Il Dr. Castano ha evidenziato che per quanto riguarda la questione degli ammortizzatori sociali ci si trovi di fronte a problema che riguarda non solo IIA, ma anche altre aziende che a fine anno rimarranno senza copertura e su quello si farà una riflessione, ha inoltre espresso l’augurio che il portafoglio ordini si continui ad alimentare perché risultato finale dovrà essere la messa a regime dei due stabilimenti.

Il Rappresentante della Regione (Ferrari) ha invitato a ripartire dall’Accordo del 2014, alcune condizioni di sono sviluppate e devono essere ridefinite.
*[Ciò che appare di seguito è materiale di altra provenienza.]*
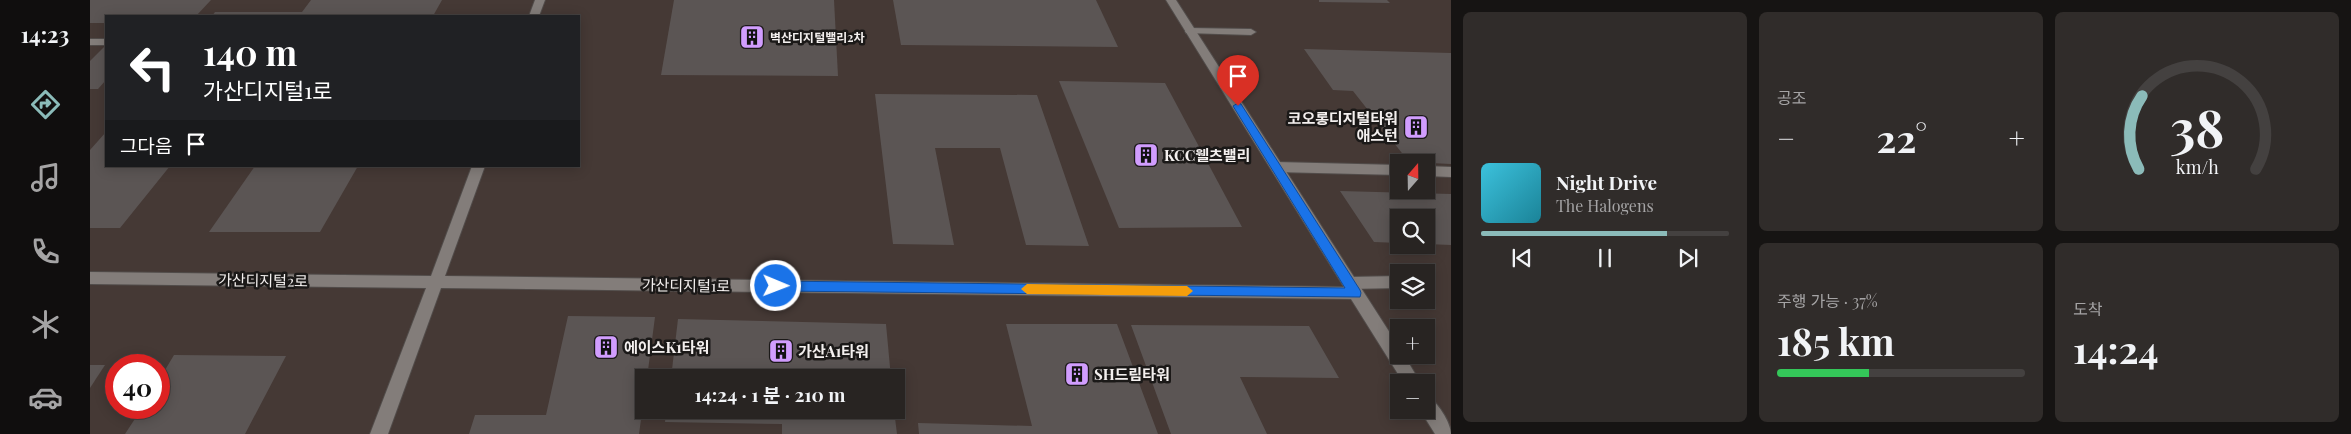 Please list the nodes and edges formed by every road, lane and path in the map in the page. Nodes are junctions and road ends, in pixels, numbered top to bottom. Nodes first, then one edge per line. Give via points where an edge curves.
1 (540, 0) edge
2 (1171, 0) edge
3 (534, 15) edge
4 (1190, 31) junction
5 (1251, 32) dead end
6 (90, 42) edge
7 (105, 42) edge
8 (479, 167) edge
9 (1276, 167) junction
10 (1390, 170) edge
11 (1435, 171) edge
12 (1451, 172) edge
13 (90, 278) edge
14 (437, 282) junction
15 (1390, 283) edge
16 (1352, 288) junction
17 (1407, 374) edge
18 (1435, 418) edge
19 (379, 434) edge
20 (1445, 434) edge

1 - 3 street
2 - 4 street
4 - 5 street
4 - 9 street
6 - 7 street
8 - 14 street
9 - 10 street
9 - 16 street
11 - 12 street
13 - 14 street, 가산디지털2로
14 - 16 street, 가산디지털1로
14 - 19 street
15 - 16 street, 가산디지털1로
16 - 17 street
18 - 20 street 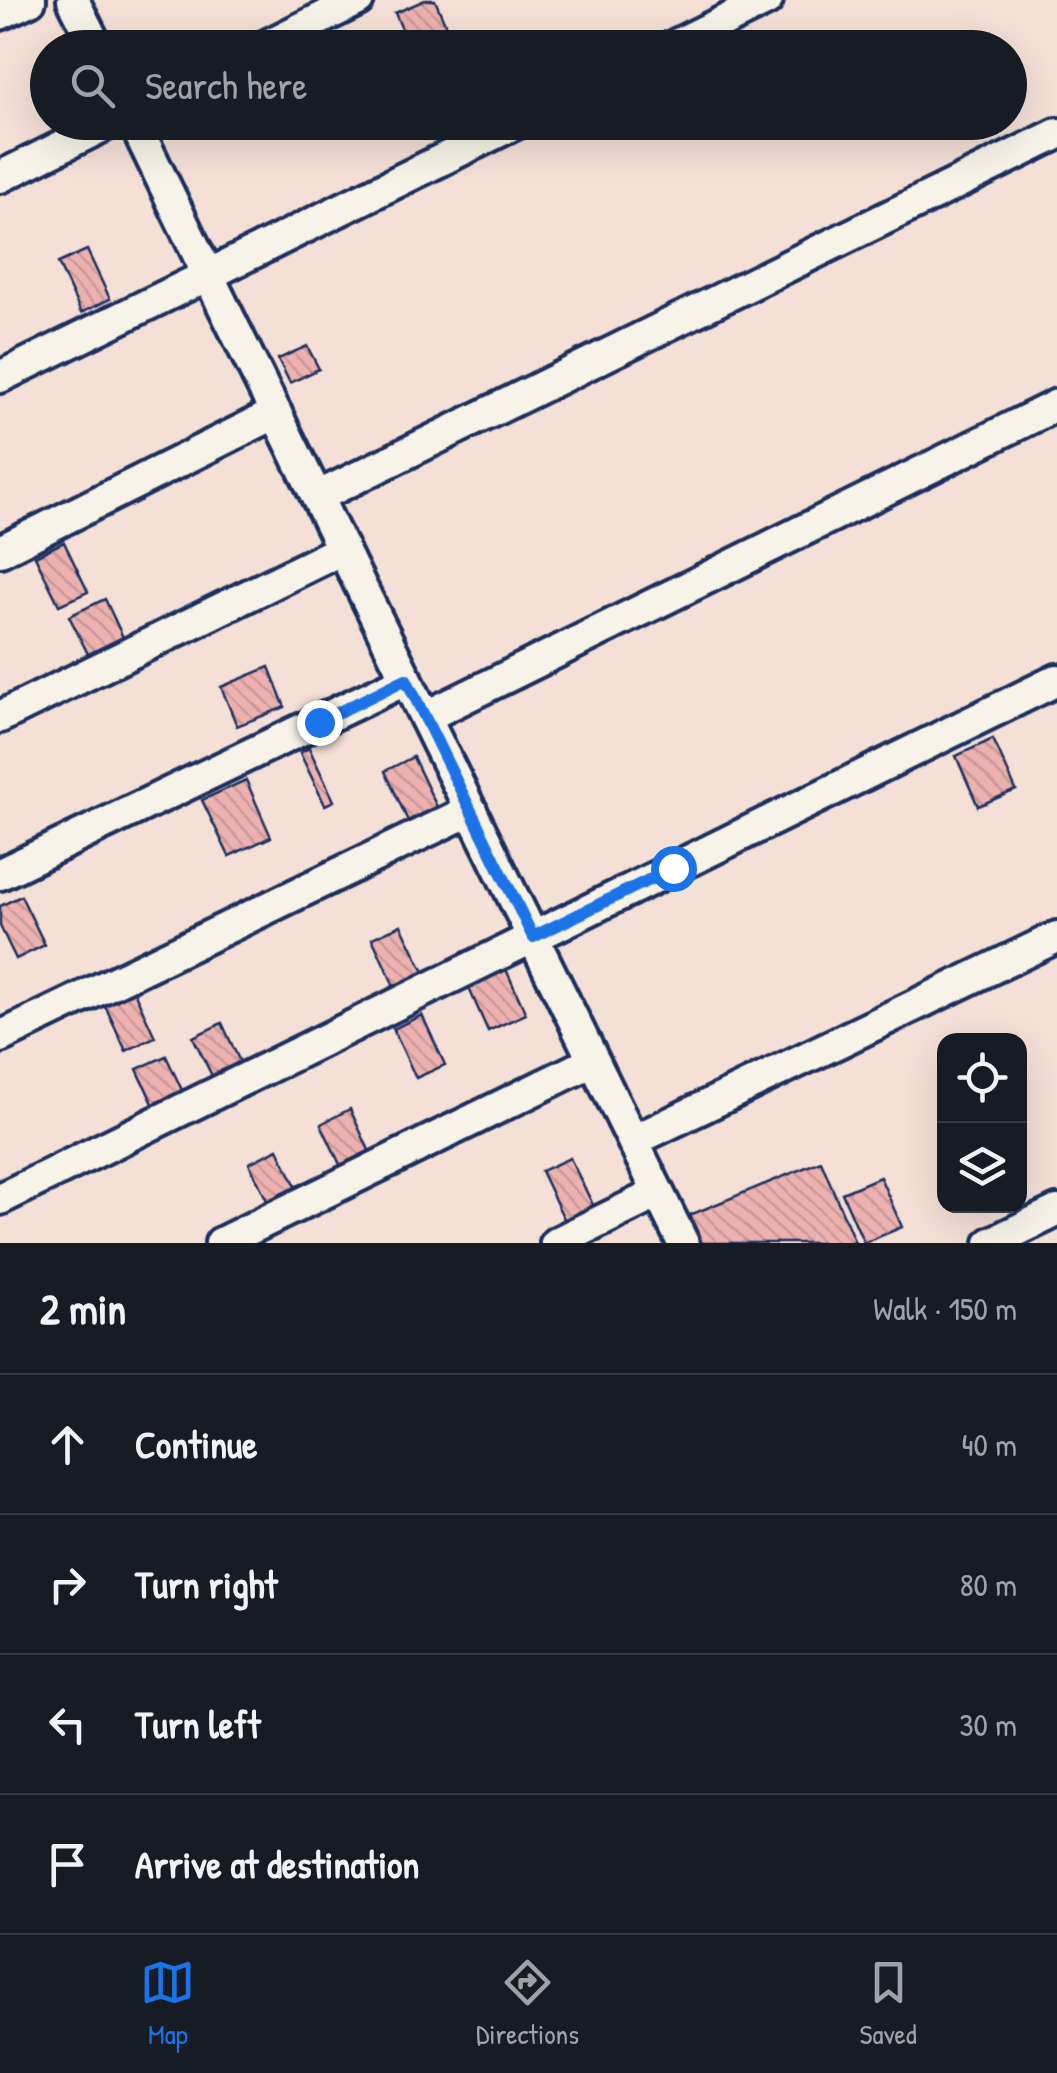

Il Dr. Castano in conclusione ha proposto di fissare il calendario, le Parti dovrebbero essere d’accordo per un nuovo documento, ma potrebbe essere utile mettere per iscritto quanto detto, in quanto ci sono obiettivi da consolidare (quali i livelli occupazionali, obiettivi di efficienza e di produttività), questo insieme di cose fanno dire a tutti che fare il punto sulla situazione potrebbe essere utile. A tal fine il Dr. Castano ha proposto ad Azienda ed OOSS di cominciare ad incontrarsi per individuare i punti di convergenza e concludere questo lavoro, che si dovrebbe svolgere nella tempistica di circa 5 settimane, calendarizzando nel frattempo due incontri nelle due sedi regionali, durante questo periodo verranno portati avanti i contatti per l’individuazione del soggetto industriale richiesto per l’accesso al Fondo, in attesa che tale fondo diventi completamente operativo seppur già dotato di finanziamenti, come comunicato dal Dr. Arcuri.

Il Sig. Del Rosso in conclusione, ha chiarito che capitalizzazione aziendale (valutata in 32 ml di euro) esiste per sostenere IIA nel suo complesso (quindi gli stabilimenti di Flumeri e Bologna), ha inoltre confermiamo di non voler lavorare all’Estero ed ha confermato che tutti i prodotti nuovi sono sviluppati a Bologna e Flumeri.

L’incontro verrà aggiornato intorno alla fine di Marzo per la verifica dei passaggi richiesti.